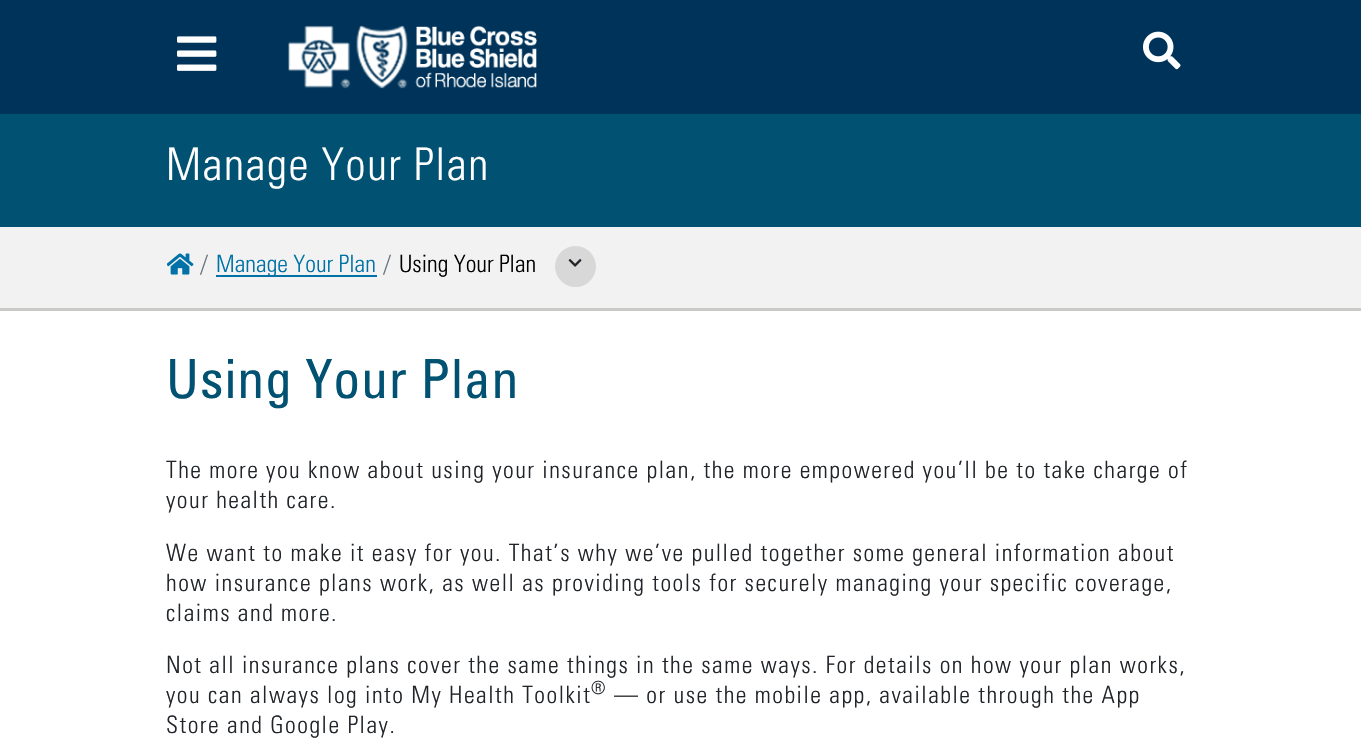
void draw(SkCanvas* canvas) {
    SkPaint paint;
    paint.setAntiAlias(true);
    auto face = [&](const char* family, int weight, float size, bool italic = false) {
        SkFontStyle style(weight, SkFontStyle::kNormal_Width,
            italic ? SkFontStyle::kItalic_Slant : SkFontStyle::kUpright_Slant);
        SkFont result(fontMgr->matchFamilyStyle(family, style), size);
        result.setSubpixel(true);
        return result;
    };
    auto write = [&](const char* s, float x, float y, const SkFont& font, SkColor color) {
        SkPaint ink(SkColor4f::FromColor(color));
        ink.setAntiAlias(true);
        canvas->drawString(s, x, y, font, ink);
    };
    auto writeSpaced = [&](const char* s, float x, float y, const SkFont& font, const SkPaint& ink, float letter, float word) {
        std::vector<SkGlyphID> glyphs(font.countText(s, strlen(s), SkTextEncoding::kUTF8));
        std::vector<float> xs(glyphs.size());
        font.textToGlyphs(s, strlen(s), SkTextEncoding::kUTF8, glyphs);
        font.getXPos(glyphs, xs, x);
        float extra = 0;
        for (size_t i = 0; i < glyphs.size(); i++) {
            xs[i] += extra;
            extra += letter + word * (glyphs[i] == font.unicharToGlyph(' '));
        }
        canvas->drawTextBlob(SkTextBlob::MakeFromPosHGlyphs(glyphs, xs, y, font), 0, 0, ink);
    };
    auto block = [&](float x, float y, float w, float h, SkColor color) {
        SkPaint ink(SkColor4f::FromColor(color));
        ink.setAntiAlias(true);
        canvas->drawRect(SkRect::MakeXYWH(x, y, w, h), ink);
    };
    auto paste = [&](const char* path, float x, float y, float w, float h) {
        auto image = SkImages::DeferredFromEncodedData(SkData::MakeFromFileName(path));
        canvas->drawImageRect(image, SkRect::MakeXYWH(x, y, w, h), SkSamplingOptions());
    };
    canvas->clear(SkColorSetRGB(0, 51, 89));
    paste("pic1.png", 177, 36, 40, 35);
    paste("pic2.png", 288, 25, 249, 64);
    paste("pic3.png", 1143, 31, 38, 39);
    block(0, 114, 1361, 113, SkColorSetRGB(0, 81, 114));
    auto kFont1 = face("Univers", 300, 45);
    paint.setColor(SK_ColorWHITE);
    writeSpaced("Manage Your Plan", 166, 180, kFont1, paint, 1.5f, 0);
    block(0, 311, 1361, 444, SK_ColorWHITE);
    block(0, 227, 1361, 81, SkColorSetRGB(242, 242, 242));
    block(0, 308, 1361, 3, SkColorSetRGB(202, 202, 200));
    paste("pic4.png", 167, 253, 27, 22);
    auto kFont2 = face("Univers", 300, 24);
    write("/", 200, 272, kFont2, SkColorSetRGB(108, 117, 125));
    block(216, 275, 161, 2, SkColorSetRGB(0, 114, 167));
    write("Manage Your Plan", 216, 272, kFont2, SkColorSetRGB(0, 114, 167));
    write("/", 383, 272, kFont2, SkColorSetRGB(108, 117, 125));
    write("Using Your Plan", 399, 272, kFont2, SK_ColorBLACK);
    paint.setColor(SkColorSetRGB(216, 216, 216));
    canvas->drawCircle(575.5f, 266.5f, 20.5f, paint);
    paste("pic5.png", 568, 259, 14, 8);
    auto kFont3 = face("Univers", 400, 54);
    paint.setColor(SkColorSetRGB(0, 81, 114));
    writeSpaced("Using Your Plan", 166, 398, kFont3, paint, 0.75f, 0);
    paint.setColor(SkColorSetRGB(33, 37, 41));
    writeSpaced("The more you know about using your insurance plan, the more empowered you’ll be to take charge of", 166, 478, kFont2, paint, 1.5f, 0);
    writeSpaced("your health care.", 166, 508, kFont2, paint, 1.5f, 0);
    writeSpaced("We want to make it easy for you. That’s why we’ve pulled together some general information about", 166, 561, kFont2, paint, 1.5f, 0);
    writeSpaced("how insurance plans work, as well as providing tools for securely managing your specific coverage,", 166, 591, kFont2, paint, 1.5f, 0);
    writeSpaced("claims and more.", 166, 621, kFont2, paint, 1.5f, 0);
    writeSpaced("Not all insurance plans cover the same things in the same ways. For details on how your plan works,", 166, 673, kFont2, paint, 1.5f, 0);
    writeSpaced("you can always log into My Health Toolkit", 166, 703, kFont2, paint, 1.5f, 0);
    auto kFont4 = face("Univers", 300, 18);
    writeSpaced("®", 591, 694, kFont4, paint, 1.5f, 0);
    writeSpaced("— or use the mobile app, available through the App", 614, 703, kFont2, paint, 1.5f, 0);
    writeSpaced("Store and Google Play.", 166, 733, kFont2, paint, 1.5f, 0);
}
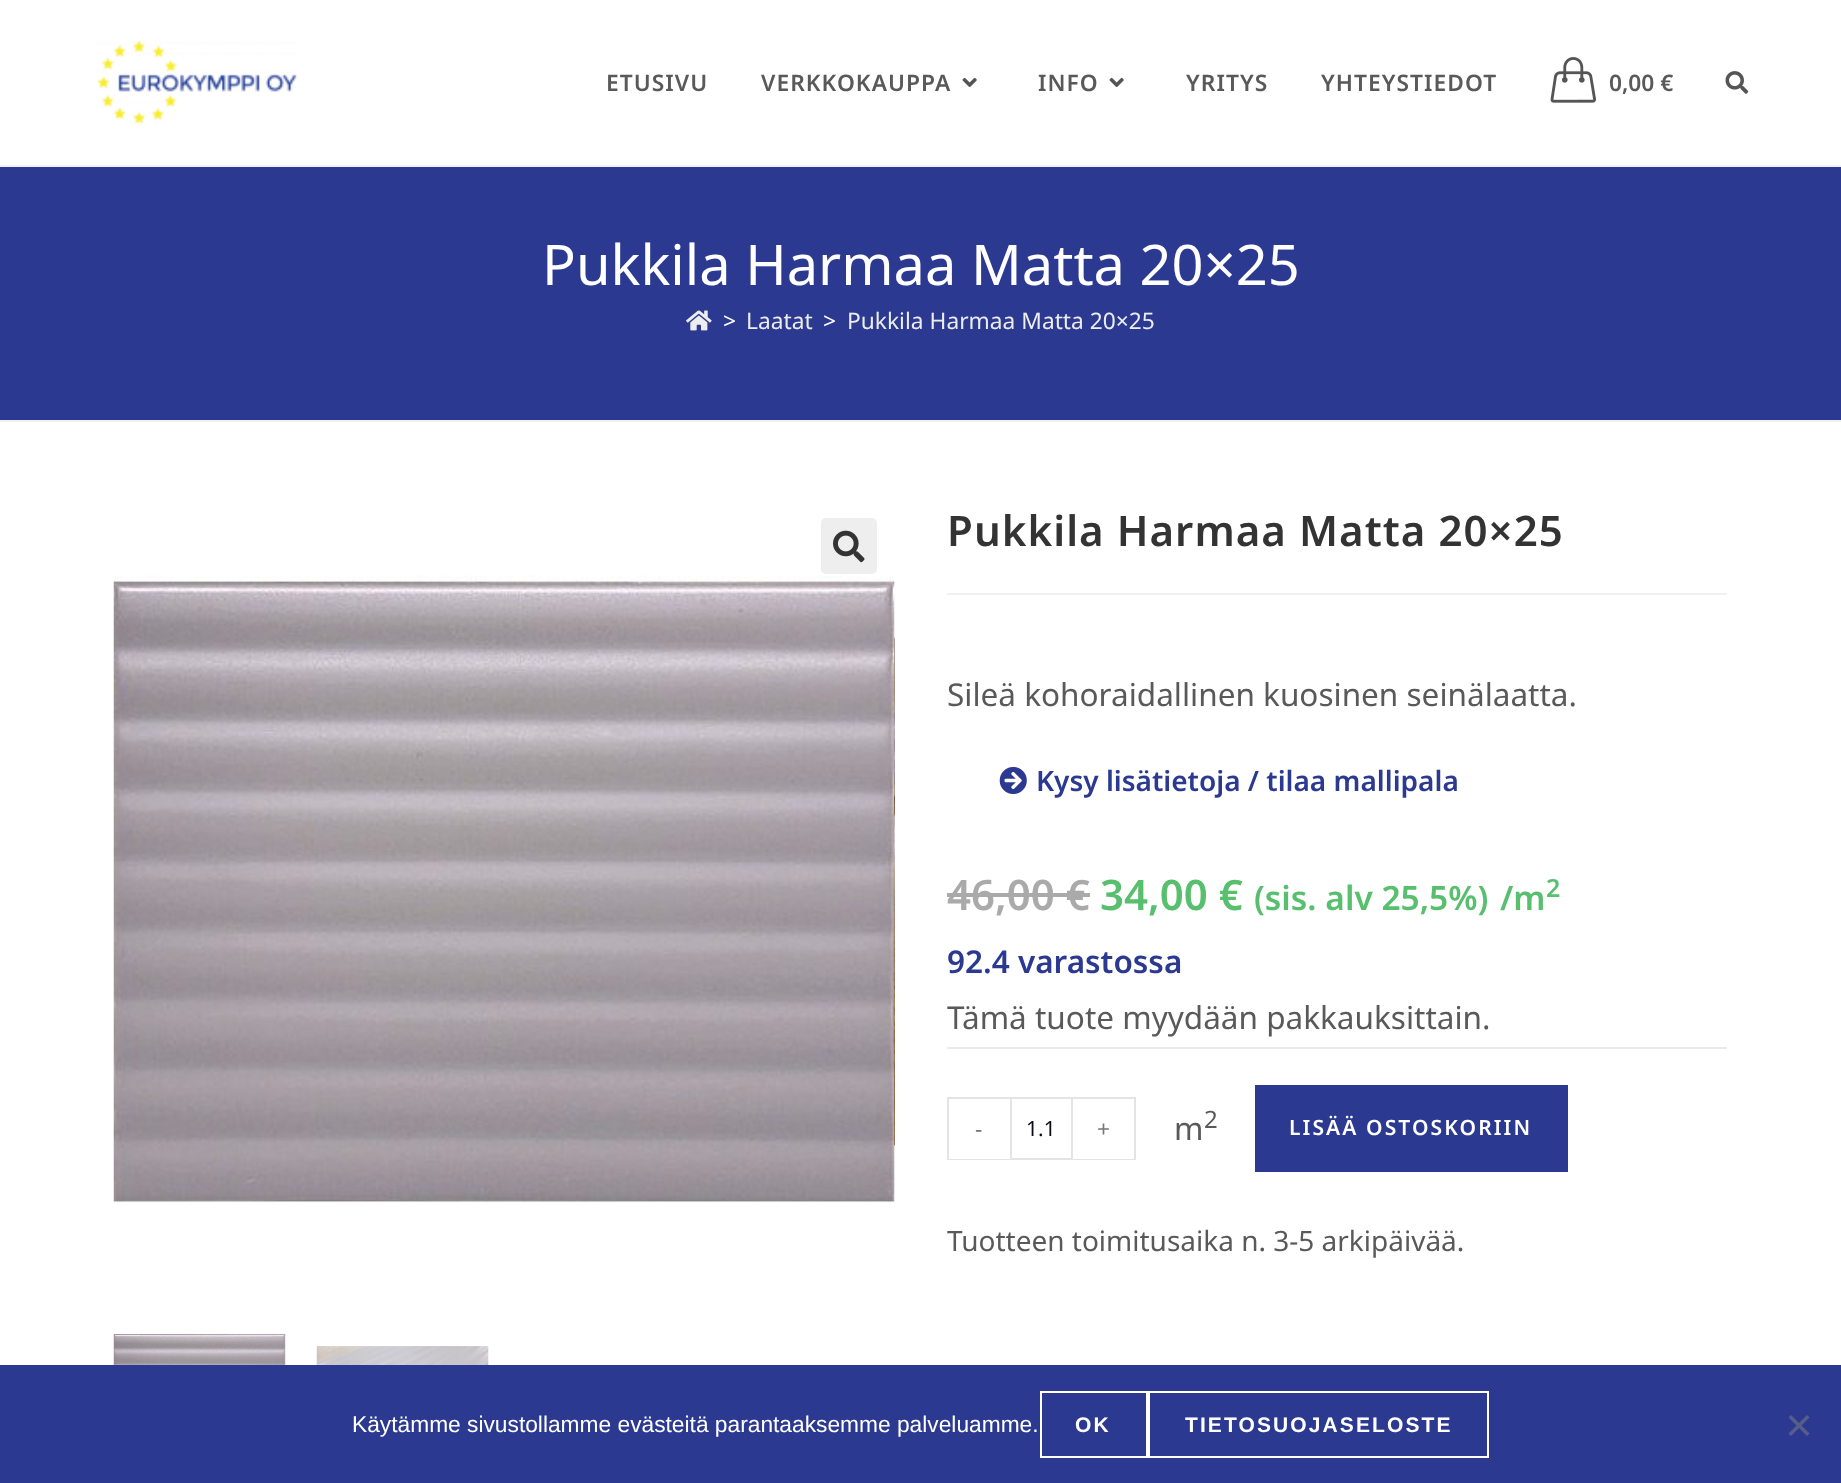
<svg xmlns="http://www.w3.org/2000/svg" xmlns:xlink="http://www.w3.org/1999/xlink" width="1841" height="1483" viewBox="0 0 1841 1483">
<style>
.cls-1{font:600 22.75px Noto Sans;letter-spacing:1.05px;fill:#595959}
.cls-2{font:600 22.75px Noto Sans;fill:#595959}
.cls-3{font:56px Noto Sans;fill:#ffffff}
.cls-4{font:22.75px Noto Sans;fill:#ffffff}
.cls-5{font:22.75px Noto Sans;fill:#ededed}
.cls-6{font:600 42px Noto Sans;letter-spacing:1.05px;fill:#333333}
.cls-7{font:31.5px Noto Sans;fill:#595959}
.cls-8{font:600 28px Noto Sans;fill:#2b3991}
.cls-9{font:600 42px Noto Sans;fill:#aaaaaa}
.cls-10{font:600 42px Noto Sans;fill:#57bf6d}
.cls-11{font:600 33.5px Noto Sans;fill:#57bf6d}
.cls-12{font:600 25px Noto Sans;fill:#57bf6d}
.cls-13{font:600 31.5px Noto Sans;fill:#2b3991}
.cls-14{font:22.75px Noto Sans;fill:#777777}
.cls-15{font:21px Noto Sans;fill:#0e0c12}
.cls-16{font:24px Noto Sans;fill:#595959}
.cls-17{font:600 21px Noto Sans;letter-spacing:2.1px;fill:#ffffff}
.cls-18{font:28px Noto Sans;fill:#595959}
.cls-19{font:22.75px Liberation Sans;fill:#ffffff}
.cls-20{font:bold 21px Liberation Sans;letter-spacing:2.1px;fill:#ffffff}
</style>
<rect width="100%" height="100%" fill="#ffffff"/>
<rect fill="#f1f1f1" x="0" y="165" width="1841" height="2"/>
<image xlink:href="image0.png" x="97" y="40" width="200" height="85"/>
<image xlink:href="image1.png" x="962" y="77" width="15" height="10"/>
<image xlink:href="image1.png" x="1109" y="77" width="15" height="10"/>
<image xlink:href="image2.png" x="1550" y="57" width="46" height="46"/>
<image xlink:href="image3.png" x="1725" y="71" width="24" height="23"/>
<rect fill="#2b3991" x="0" y="167" width="1841" height="253"/>
<rect fill="#f1f1f1" x="0" y="420" width="1841" height="2"/>
<image xlink:href="image4.png" x="686" y="310" width="26" height="21"/>
<rect fill="#eeeeee" x="821" y="518" width="56" height="56" rx="5"/>
<image xlink:href="image5.png" x="833" y="530" width="32" height="33"/>
<image xlink:href="image7.png" x="894" y="636" width="1" height="512"/>
<image xlink:href="image6.png" x="113" y="575" width="782" height="628"/>
<image xlink:href="image8.png" x="113" y="1333" width="173" height="32"/>
<image xlink:href="image9.png" x="316" y="1346" width="173" height="19"/>
<rect fill="#f1f1f1" x="947" y="593" width="780" height="2"/>
<image xlink:href="image10.png" x="999" y="766" width="28" height="29"/>
<rect fill="#aaaaaa" x="947" y="893" width="143" height="4"/>
<rect fill="#eaeaea" x="947" y="1047" width="780" height="2"/>
<rect fill="#e4e4e4" x="947" y="1097" width="63" height="2"/>
<rect fill="#e4e4e4" x="947" y="1159" width="63" height="1"/>
<rect fill="#e4e4e4" x="947" y="1097" width="2" height="63"/>
<rect fill="none" stroke="#e4e4e4" stroke-width="2" x="1011" y="1098" width="61" height="61"/>
<rect fill="#e4e4e4" x="1073" y="1097" width="63" height="2"/>
<rect fill="#e4e4e4" x="1134" y="1097" width="2" height="63"/>
<rect fill="#e4e4e4" x="1073" y="1159" width="63" height="1"/>
<rect fill="#2b3991" x="1255" y="1085" width="313" height="87"/>
<rect fill="#2b3991" x="0" y="1365" width="1841" height="118"/>
<rect fill="none" stroke="#ffffff" stroke-width="2" x="1041" y="1392" width="106" height="65"/>
<rect fill="none" stroke="#ffffff" stroke-width="2" x="1149" y="1392" width="339" height="65"/>
<path fill="#565d89" d="M1807 1415L1809.5 1417.5L1791 1436L1788.5 1433.5Z"/>
<path fill="#565d89" d="M1788.5 1417.5L1791 1415L1809.5 1433.5L1807 1436Z"/>
<text class="cls-1" x="606" y="91">ETUSIVU</text>
<text class="cls-1" x="761" y="91">VERKKOKAUPPA</text>
<text class="cls-1" x="1038" y="91">INFO</text>
<text class="cls-1" x="1186" y="91">YRITYS</text>
<text class="cls-1" x="1321" y="91">YHTEYSTIEDOT</text>
<text class="cls-2" x="1609" y="91">0,00 €</text>
<text class="cls-3" x="542" y="285">Pukkila Harmaa Matta 20×25</text>
<text class="cls-4" x="723" y="329">&gt;</text>
<text class="cls-5" x="746" y="329">Laatat</text>
<text class="cls-4" x="823" y="329">&gt;</text>
<text class="cls-5" x="847" y="329">Pukkila Harmaa Matta 20×25</text>
<text class="cls-6" x="947" y="546">Pukkila Harmaa Matta 20×25</text>
<text class="cls-7" x="947" y="706">Sileä kohoraidallinen kuosinen seinälaatta.</text>
<text class="cls-8" x="1036" y="791">Kysy lisätietoja / tilaa mallipala</text>
<text class="cls-9" x="947" y="910">46,00 €</text>
<text class="cls-10" x="1100" y="910">34,00 €</text>
<text class="cls-11" x="1254" y="910">(sis. alv 25,5%)</text>
<text class="cls-11" x="1500" y="910">/m</text>
<text class="cls-12" x="1546" y="897">2</text>
<text class="cls-13" x="947" y="973">92.4 varastossa</text>
<text class="cls-7" x="947" y="1029">Tämä tuote myydään pakkauksittain.</text>
<text class="cls-14" x="975" y="1137">-</text>
<text class="cls-15" x="1026" y="1136">1.1</text>
<text class="cls-14" x="1097" y="1137">+</text>
<text class="cls-16" x="1204" y="1128">2</text>
<text class="cls-7" x="1174" y="1140">m</text>
<text class="cls-17" x="1289" y="1135">LISÄÄ OSTOSKORIIN</text>
<text class="cls-18" x="947" y="1251">Tuotteen toimitusaika n. 3-5 arkipäivää.</text>
<text class="cls-19" x="352" y="1432">Käytämme sivustollamme evästeitä parantaaksemme palveluamme.</text>
<text class="cls-20" x="1075" y="1432">OK</text>
<text class="cls-20" x="1185" y="1432">TIETOSUOJASELOSTE</text>
</svg>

__Description of the task__
In the material above, find each line that has the string "strlen" and return it.

__Response__
        std::vector<SkGlyphID> glyphs(font.countText(s, strlen(s), SkTextEncoding::kUTF8));
        font.textToGlyphs(s, strlen(s), SkTextEncoding::kUTF8, glyphs);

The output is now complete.